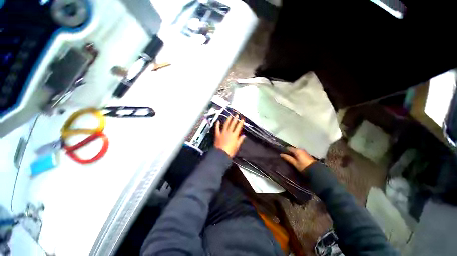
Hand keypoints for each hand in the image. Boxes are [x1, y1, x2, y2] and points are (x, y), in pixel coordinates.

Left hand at [214, 115, 245, 157]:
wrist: (221, 154)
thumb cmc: (230, 151)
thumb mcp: (237, 146)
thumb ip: (240, 140)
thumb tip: (243, 135)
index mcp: (234, 135)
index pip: (238, 127)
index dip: (240, 123)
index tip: (242, 119)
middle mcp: (229, 132)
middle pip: (232, 124)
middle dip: (235, 119)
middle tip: (236, 115)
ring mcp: (222, 133)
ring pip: (226, 125)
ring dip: (228, 120)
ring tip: (230, 116)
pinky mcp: (217, 135)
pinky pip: (217, 128)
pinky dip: (217, 125)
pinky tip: (218, 121)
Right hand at [280, 147, 314, 171]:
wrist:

══════

AIM OF THE TASK:
Write out exactly the lines above, from the very first through the line containing "pinky mcp: (217, 135)", both kept, with the pictures removed.

OUTPUT FOR THIS TASK:
Hand keypoints for each hand in the image. Boxes are [x1, y1, x2, y2] and points are (x, y), in pixel coordinates.

Left hand at [214, 115, 245, 157]:
wrist: (221, 154)
thumb cmc: (230, 151)
thumb mcp: (237, 146)
thumb ip: (240, 140)
thumb tip: (243, 135)
index mcp: (234, 135)
index pip: (238, 127)
index dip: (240, 123)
index tip: (242, 119)
middle mcp: (229, 132)
middle pip: (232, 124)
middle dip: (235, 119)
middle tip: (236, 115)
ring mcp: (222, 133)
ring pip: (226, 125)
ring dip: (228, 120)
ring tip: (230, 116)
pinky mcp: (217, 135)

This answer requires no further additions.